I consistently get the lyrics to “Winter Wonderland” wrong so that I am always getting married by a circus clown.
Elliott, to Leia: Don’t sneeze on my face, please. It’s very expensive.
No, but really. Neiman Marcus at Target made me die a little inside.
PSA: If you watch Lost and play Epic Mickey in the same general time frame, your brain will make up very strange dreams.
Ok, Internet, I’m going to Toys R Us on a Sunday in December. If you don’t hear from me, send help.
Well that was oddly painless. Just another sign of the impending apocalypse, I guess.
If there is one thing Lost gave us that we should never forget and that we should always hold in our hearts, it’s time-traveling bunnies.
It’s the holiday season and I am incapable of producing adequate bokeh with any of my working cameras. My soul is a little bit dead.
I wish someone would recut all of Lost into chronological order. You know. Just for fun.
At least if the world ends tomorrow I’ll be free of this ant problem.
Autocorrect, sometimes I don’t understand you. But just now you correctly changed “slogghy” to “slightly” and I want to thank you for that.
Dammit, Brain, if you’re going to wake me at 5:30, you better figure out how to telekinetically bring me coffee in bed.
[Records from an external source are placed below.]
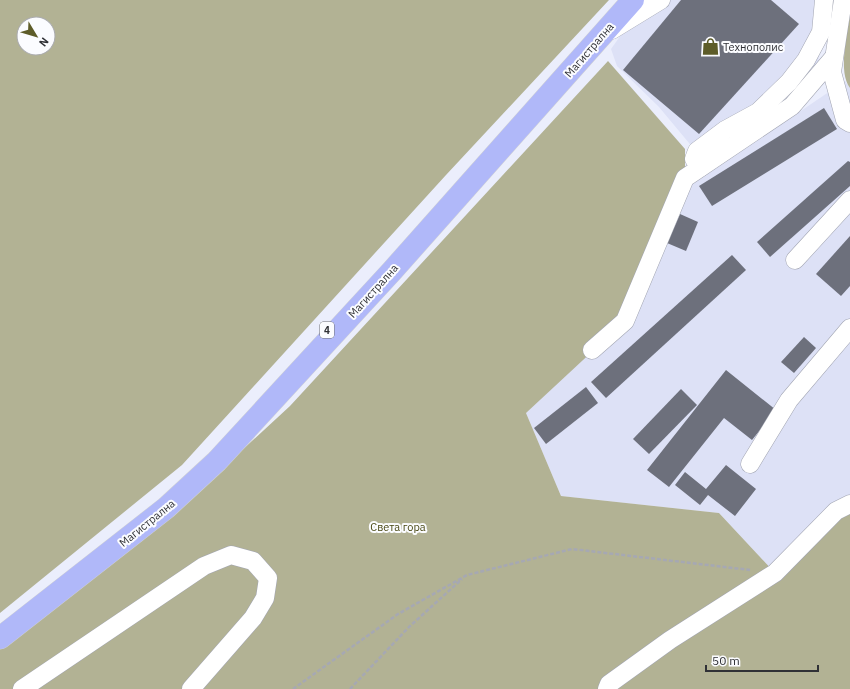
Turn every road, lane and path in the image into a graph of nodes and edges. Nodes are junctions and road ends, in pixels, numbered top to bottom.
1 (621, 0) edge
2 (633, 0) edge
3 (661, 0) edge
4 (824, 0) edge
5 (843, 0) edge
6 (602, 36) junction
7 (834, 57) junction
8 (850, 123) edge
9 (701, 167) junction
10 (850, 200) edge
11 (795, 260) dead end
12 (850, 328) edge
13 (592, 350) dead end
14 (750, 464) dead end
15 (850, 504) edge
16 (775, 573) junction
17 (467, 575) junction
18 (0, 626) edge
19 (0, 638) edge
20 (22, 689) edge
21 (191, 689) edge
22 (293, 689) edge
23 (350, 689) edge
24 (607, 689) edge

1 - 18 main road, Магистрална / 4
2 - 6 main road, Магистрална / 4
3 - 6 street
4 - 9 street
5 - 7 street
6 - 19 main road, Магистрална / 4
7 - 8 street
7 - 9 street
9 - 13 street
10 - 11 street
12 - 14 street
15 - 16 street
16 - 17 path
16 - 24 street
17 - 22 path
17 - 23 path
20 - 21 street

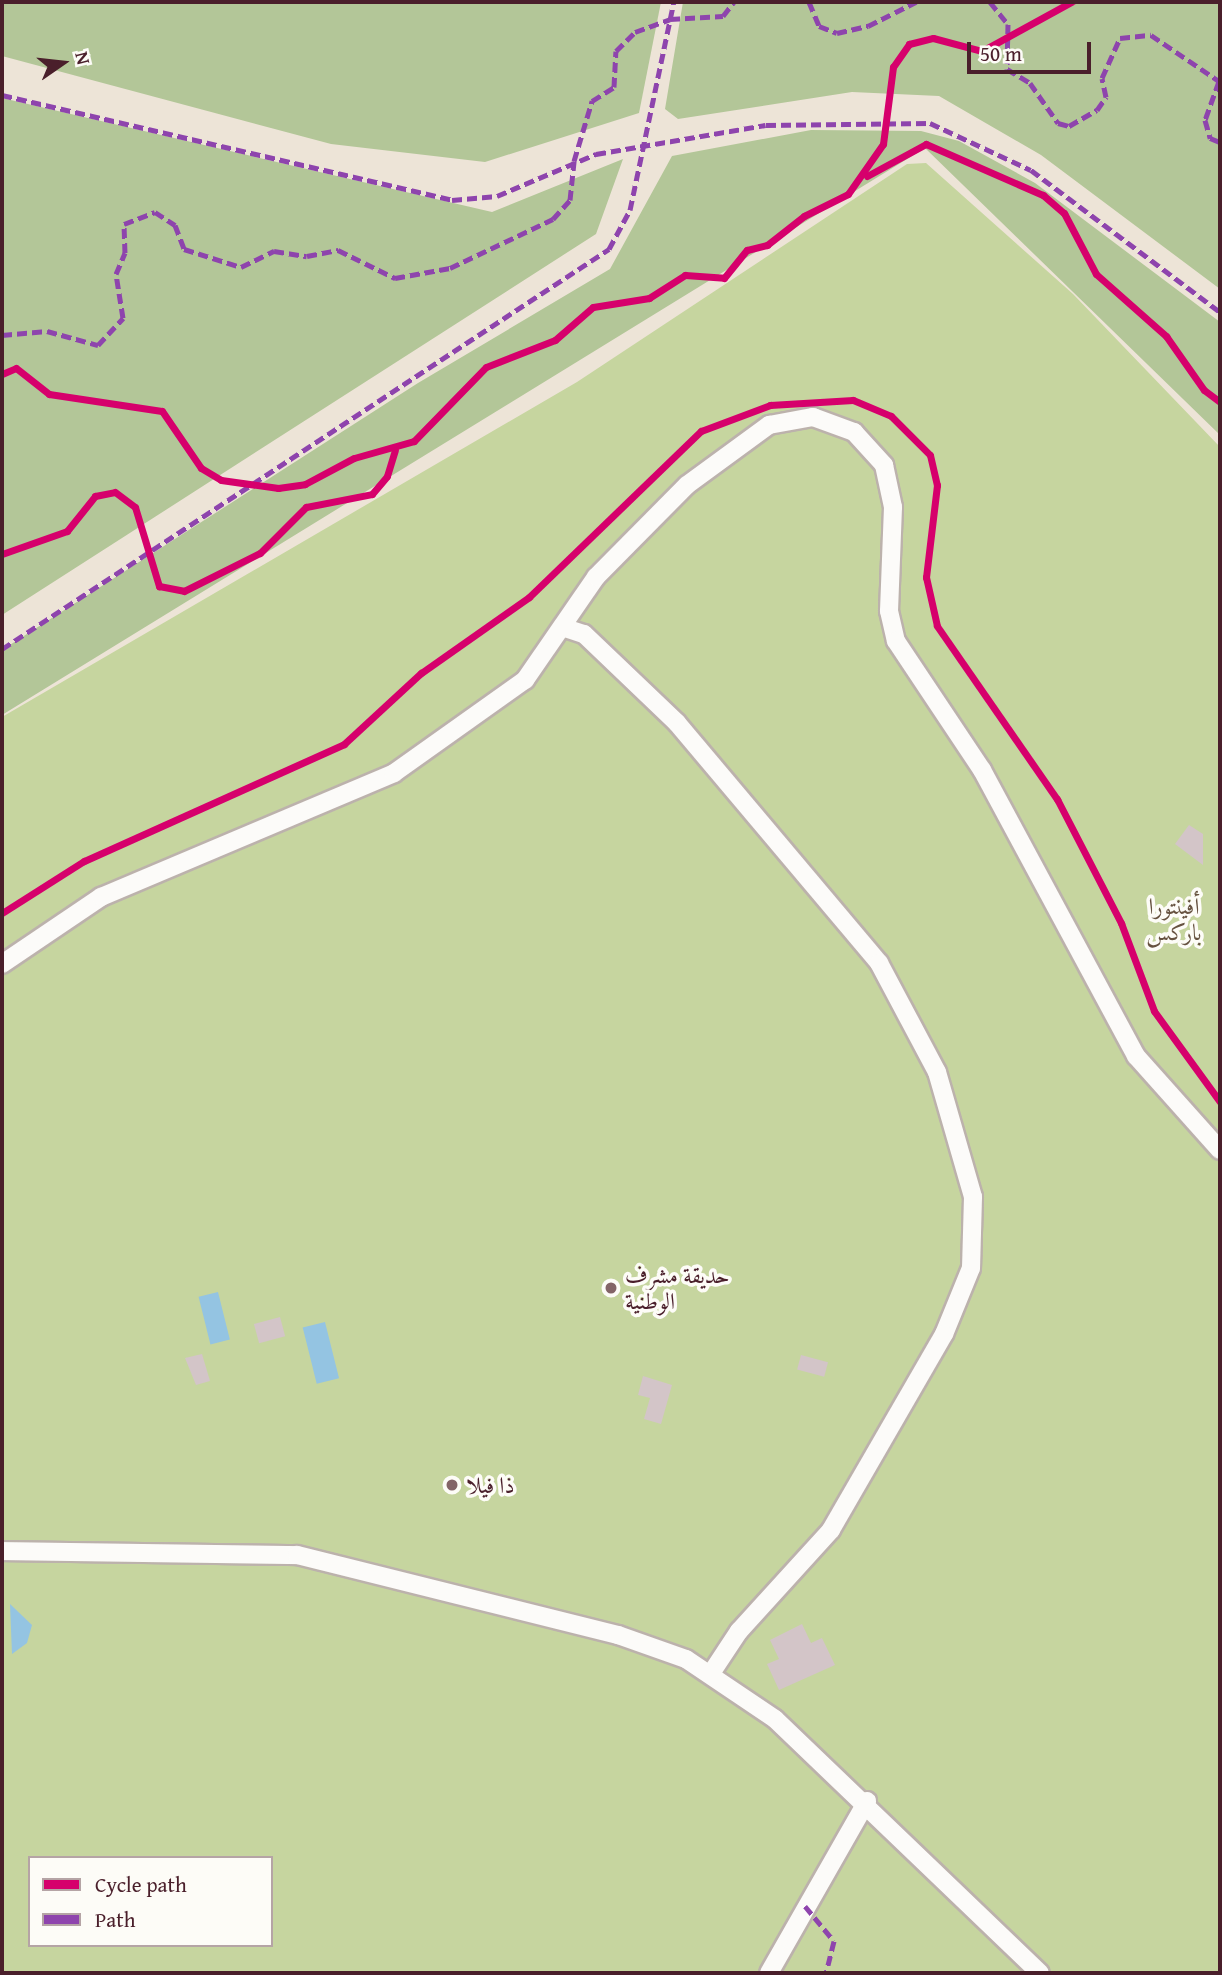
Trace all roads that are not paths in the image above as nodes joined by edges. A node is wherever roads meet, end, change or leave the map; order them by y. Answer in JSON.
{"nodes":[{"id":1,"x":562,"y":626,"type":"junction"},
{"id":2,"x":2,"y":964,"type":"edge"},
{"id":3,"x":1220,"y":1150,"type":"edge"},
{"id":4,"x":2,"y":1552,"type":"edge"},
{"id":5,"x":712,"y":1672,"type":"junction"},
{"id":6,"x":867,"y":1801,"type":"junction"},
{"id":7,"x":769,"y":1973,"type":"edge"},
{"id":8,"x":1040,"y":1973,"type":"edge"}],
"edges":[{"from":1,"to":2,"type":"street"},
{"from":1,"to":3,"type":"street"},
{"from":1,"to":5,"type":"street"},
{"from":4,"to":5,"type":"street"},
{"from":5,"to":6,"type":"street"},
{"from":6,"to":7,"type":"street"},
{"from":6,"to":8,"type":"street"}]}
“Clean up your stuff before I steal your AT-AT.” <–A thing I just said to my son.
NO IT'S OK I DON'T NEED SLEEP I'LL JUST STAY AWAKE ALL NIGHT LONG AGAIN
Related: Googling Ed Wynn at 3am and I finally get the joke: Ed Wynn = Edwin #only34yearslate #thankgodimcute
Related: IT'S TOTALLY NORMAL TO GOOGLE ED WYNN AT 3AM. Don't judge.
Apparently Hot Dog on a Stick sells hot dogs not on sticks now. What kind of blasphemy is this?
Just overheard a kid in the the mall yell, "Hi, Grandma!" at a random old lady. Kids are awesome. As are old ladies.
Ok so WTF with the new trend where people play music on their phones loudly while shopping? Cause STOP IT, PEOPLE.